Work to be completed:
Repeat exactly the lines below that lie between the line with "I need the junctions and links of every" and the line with "Turn every road, lane", counting both of those lines as part of the answer.

Stored data entries:

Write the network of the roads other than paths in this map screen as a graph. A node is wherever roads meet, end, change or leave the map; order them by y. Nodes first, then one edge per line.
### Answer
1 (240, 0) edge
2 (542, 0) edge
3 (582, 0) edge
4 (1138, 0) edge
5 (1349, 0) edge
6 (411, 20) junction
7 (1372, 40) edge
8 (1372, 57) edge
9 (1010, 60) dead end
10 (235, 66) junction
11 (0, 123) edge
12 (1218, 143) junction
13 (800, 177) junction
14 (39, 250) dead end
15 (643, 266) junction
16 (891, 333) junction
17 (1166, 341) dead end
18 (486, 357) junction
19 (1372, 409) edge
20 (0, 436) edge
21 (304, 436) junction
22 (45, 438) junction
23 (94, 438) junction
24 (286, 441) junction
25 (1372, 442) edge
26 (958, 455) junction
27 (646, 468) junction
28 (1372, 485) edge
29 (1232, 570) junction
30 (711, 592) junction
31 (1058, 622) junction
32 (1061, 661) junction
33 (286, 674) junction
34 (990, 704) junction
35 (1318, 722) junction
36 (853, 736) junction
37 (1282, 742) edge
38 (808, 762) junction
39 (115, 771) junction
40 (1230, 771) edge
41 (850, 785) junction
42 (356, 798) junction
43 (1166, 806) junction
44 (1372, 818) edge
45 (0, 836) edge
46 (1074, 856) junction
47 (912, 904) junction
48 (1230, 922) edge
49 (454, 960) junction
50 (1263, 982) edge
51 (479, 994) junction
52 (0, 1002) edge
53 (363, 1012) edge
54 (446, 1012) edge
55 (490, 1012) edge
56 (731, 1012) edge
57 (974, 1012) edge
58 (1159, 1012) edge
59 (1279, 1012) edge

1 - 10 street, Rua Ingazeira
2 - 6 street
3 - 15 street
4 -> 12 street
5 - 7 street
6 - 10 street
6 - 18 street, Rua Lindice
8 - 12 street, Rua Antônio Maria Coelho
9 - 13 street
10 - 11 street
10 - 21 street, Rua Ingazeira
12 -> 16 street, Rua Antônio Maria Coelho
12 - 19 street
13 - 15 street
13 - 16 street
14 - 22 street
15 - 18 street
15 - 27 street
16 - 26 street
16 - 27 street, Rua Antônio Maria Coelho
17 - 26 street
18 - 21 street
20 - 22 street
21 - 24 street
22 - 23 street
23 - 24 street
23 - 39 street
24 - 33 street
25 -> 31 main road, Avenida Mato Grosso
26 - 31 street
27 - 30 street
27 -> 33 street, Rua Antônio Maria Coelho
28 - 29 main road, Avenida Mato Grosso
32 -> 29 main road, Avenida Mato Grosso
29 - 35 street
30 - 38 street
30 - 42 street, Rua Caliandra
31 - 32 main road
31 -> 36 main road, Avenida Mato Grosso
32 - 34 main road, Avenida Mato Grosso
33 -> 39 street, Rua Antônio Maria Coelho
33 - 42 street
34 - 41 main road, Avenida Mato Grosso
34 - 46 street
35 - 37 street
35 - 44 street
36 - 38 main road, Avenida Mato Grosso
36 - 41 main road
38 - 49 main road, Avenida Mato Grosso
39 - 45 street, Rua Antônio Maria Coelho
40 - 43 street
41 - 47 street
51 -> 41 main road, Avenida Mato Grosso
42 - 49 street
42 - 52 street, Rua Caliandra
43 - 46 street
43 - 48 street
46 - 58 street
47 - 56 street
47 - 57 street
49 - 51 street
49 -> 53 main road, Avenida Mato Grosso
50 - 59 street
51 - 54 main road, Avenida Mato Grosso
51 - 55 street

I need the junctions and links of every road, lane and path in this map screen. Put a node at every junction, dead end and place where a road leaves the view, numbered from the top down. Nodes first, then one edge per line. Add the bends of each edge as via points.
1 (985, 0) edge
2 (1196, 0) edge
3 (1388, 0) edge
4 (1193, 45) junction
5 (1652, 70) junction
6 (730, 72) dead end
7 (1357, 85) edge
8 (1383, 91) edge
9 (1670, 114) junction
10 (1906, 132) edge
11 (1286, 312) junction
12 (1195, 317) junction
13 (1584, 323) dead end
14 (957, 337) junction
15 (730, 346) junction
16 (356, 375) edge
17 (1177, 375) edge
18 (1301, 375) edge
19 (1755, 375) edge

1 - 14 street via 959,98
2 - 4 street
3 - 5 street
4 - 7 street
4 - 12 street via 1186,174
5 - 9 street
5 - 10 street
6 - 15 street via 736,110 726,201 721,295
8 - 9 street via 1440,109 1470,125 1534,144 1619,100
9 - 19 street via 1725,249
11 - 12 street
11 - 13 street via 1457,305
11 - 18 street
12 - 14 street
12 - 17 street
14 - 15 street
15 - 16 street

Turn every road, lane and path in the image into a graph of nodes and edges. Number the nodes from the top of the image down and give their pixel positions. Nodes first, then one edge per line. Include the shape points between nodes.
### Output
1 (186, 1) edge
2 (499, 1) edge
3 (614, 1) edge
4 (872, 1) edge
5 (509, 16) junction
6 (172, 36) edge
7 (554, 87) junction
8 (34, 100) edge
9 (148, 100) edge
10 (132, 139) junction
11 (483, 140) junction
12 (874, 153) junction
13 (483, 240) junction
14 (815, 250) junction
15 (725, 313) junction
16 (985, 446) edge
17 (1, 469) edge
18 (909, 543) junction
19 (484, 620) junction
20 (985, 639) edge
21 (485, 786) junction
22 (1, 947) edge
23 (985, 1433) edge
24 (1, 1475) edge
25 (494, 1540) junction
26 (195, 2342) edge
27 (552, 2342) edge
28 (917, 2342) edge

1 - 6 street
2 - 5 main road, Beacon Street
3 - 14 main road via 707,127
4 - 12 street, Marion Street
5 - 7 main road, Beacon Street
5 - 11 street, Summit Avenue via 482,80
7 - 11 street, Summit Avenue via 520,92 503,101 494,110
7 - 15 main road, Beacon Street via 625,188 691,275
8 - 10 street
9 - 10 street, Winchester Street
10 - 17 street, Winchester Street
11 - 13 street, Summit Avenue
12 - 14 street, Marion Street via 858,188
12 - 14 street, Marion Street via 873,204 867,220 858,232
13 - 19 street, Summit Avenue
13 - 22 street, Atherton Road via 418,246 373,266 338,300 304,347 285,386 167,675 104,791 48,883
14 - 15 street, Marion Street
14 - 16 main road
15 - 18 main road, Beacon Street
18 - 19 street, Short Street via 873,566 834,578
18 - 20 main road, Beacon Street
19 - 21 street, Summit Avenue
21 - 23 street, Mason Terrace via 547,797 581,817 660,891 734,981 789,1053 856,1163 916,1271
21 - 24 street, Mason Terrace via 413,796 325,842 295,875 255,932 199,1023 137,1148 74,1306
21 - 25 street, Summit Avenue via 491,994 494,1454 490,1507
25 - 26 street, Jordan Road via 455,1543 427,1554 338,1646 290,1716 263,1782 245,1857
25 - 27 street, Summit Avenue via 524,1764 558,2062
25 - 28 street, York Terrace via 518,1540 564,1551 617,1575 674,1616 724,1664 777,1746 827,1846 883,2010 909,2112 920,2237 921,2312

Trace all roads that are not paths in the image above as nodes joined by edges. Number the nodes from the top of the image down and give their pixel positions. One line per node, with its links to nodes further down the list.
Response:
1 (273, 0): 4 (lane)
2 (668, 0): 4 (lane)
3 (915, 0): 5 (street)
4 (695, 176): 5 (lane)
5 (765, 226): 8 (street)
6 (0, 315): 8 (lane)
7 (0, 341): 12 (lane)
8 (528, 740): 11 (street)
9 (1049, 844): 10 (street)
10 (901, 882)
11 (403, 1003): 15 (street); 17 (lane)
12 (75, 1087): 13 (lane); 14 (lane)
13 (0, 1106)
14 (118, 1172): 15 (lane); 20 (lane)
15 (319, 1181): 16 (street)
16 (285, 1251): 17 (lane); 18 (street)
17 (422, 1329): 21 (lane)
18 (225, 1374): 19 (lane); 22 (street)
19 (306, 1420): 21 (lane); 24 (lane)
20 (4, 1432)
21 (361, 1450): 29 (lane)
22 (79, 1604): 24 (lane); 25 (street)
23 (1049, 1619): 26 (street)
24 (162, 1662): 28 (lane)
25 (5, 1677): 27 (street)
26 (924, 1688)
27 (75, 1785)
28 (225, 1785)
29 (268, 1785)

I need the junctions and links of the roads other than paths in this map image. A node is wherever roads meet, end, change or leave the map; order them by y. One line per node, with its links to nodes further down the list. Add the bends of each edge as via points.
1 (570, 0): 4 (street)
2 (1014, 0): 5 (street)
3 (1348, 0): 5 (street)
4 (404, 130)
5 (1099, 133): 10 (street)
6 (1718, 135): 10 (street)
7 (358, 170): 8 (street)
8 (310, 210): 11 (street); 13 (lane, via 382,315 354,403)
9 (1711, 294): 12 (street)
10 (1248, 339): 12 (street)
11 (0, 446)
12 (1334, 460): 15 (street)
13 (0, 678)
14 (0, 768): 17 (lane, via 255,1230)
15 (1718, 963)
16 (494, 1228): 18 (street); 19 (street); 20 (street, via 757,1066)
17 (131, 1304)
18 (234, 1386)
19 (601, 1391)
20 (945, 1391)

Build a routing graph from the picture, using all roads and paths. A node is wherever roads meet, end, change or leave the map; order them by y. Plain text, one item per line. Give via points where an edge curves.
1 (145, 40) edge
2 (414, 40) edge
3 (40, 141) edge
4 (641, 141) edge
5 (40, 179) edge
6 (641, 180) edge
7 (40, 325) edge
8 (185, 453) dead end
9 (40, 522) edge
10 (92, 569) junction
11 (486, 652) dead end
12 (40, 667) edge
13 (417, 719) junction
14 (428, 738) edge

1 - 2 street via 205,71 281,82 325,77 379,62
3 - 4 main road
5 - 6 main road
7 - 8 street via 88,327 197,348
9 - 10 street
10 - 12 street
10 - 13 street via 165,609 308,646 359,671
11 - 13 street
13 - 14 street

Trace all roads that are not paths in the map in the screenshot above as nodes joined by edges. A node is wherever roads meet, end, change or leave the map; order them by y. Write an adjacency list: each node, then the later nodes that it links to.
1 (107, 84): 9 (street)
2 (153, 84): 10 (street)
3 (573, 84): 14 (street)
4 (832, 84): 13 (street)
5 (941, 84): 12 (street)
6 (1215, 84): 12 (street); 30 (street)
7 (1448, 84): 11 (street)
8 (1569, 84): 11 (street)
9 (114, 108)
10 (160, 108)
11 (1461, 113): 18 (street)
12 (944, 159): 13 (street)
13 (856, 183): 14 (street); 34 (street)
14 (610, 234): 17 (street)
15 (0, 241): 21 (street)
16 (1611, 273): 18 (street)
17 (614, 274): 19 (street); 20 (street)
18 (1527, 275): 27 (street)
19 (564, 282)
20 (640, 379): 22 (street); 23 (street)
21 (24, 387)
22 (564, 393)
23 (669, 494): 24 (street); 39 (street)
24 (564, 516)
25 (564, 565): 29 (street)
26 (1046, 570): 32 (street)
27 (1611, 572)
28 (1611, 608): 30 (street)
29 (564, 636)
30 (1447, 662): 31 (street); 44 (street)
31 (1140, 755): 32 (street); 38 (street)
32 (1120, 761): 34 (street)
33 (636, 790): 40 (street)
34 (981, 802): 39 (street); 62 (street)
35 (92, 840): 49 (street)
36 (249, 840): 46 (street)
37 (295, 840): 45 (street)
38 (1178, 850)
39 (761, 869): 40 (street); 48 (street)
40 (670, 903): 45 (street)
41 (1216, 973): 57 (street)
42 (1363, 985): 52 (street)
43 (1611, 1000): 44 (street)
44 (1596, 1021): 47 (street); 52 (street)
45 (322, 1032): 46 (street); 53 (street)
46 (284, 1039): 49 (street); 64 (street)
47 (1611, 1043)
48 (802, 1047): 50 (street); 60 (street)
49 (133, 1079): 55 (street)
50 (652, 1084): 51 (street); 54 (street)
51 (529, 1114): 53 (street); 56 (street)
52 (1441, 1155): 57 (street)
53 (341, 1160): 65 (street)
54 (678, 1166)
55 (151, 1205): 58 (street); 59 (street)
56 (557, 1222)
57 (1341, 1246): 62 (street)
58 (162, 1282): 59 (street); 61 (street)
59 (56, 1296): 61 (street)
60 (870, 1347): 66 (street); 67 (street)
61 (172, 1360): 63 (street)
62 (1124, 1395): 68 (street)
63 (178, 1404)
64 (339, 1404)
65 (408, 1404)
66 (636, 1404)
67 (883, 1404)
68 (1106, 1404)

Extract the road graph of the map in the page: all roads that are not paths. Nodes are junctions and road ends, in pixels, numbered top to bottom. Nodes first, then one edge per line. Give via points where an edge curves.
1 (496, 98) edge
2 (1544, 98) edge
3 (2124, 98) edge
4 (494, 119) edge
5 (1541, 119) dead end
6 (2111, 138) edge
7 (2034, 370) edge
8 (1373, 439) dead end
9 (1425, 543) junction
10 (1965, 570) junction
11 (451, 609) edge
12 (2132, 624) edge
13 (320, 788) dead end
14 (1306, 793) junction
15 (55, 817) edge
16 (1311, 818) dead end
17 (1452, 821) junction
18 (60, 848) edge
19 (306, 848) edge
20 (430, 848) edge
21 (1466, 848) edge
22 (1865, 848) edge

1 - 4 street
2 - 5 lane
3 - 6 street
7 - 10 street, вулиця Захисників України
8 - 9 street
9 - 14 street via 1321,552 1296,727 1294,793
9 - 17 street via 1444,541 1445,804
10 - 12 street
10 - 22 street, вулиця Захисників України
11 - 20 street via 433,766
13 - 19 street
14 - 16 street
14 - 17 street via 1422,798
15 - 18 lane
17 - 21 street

Finished task:
I need the junctions and links of every road, lane and path in this map screen. Put a node at every junction, dead end and place where a road leaves the view, numbered from the top down. Nodes first, then one edge per line. Add the bends of each edge as via points.
1 (985, 0) edge
2 (1196, 0) edge
3 (1388, 0) edge
4 (1193, 45) junction
5 (1652, 70) junction
6 (730, 72) dead end
7 (1357, 85) edge
8 (1383, 91) edge
9 (1670, 114) junction
10 (1906, 132) edge
11 (1286, 312) junction
12 (1195, 317) junction
13 (1584, 323) dead end
14 (957, 337) junction
15 (730, 346) junction
16 (356, 375) edge
17 (1177, 375) edge
18 (1301, 375) edge
19 (1755, 375) edge

1 - 14 street via 959,98
2 - 4 street
3 - 5 street
4 - 7 street
4 - 12 street via 1186,174
5 - 9 street
5 - 10 street
6 - 15 street via 736,110 726,201 721,295
8 - 9 street via 1440,109 1470,125 1534,144 1619,100
9 - 19 street via 1725,249
11 - 12 street
11 - 13 street via 1457,305
11 - 18 street
12 - 14 street
12 - 17 street
14 - 15 street
15 - 16 street

Turn every road, lane and path in the image into a graph of nodes and edges. Number the nodes from the top of the image down and give their pixel positions. Nodes first, then one edge per line. Include the shape points between nodes.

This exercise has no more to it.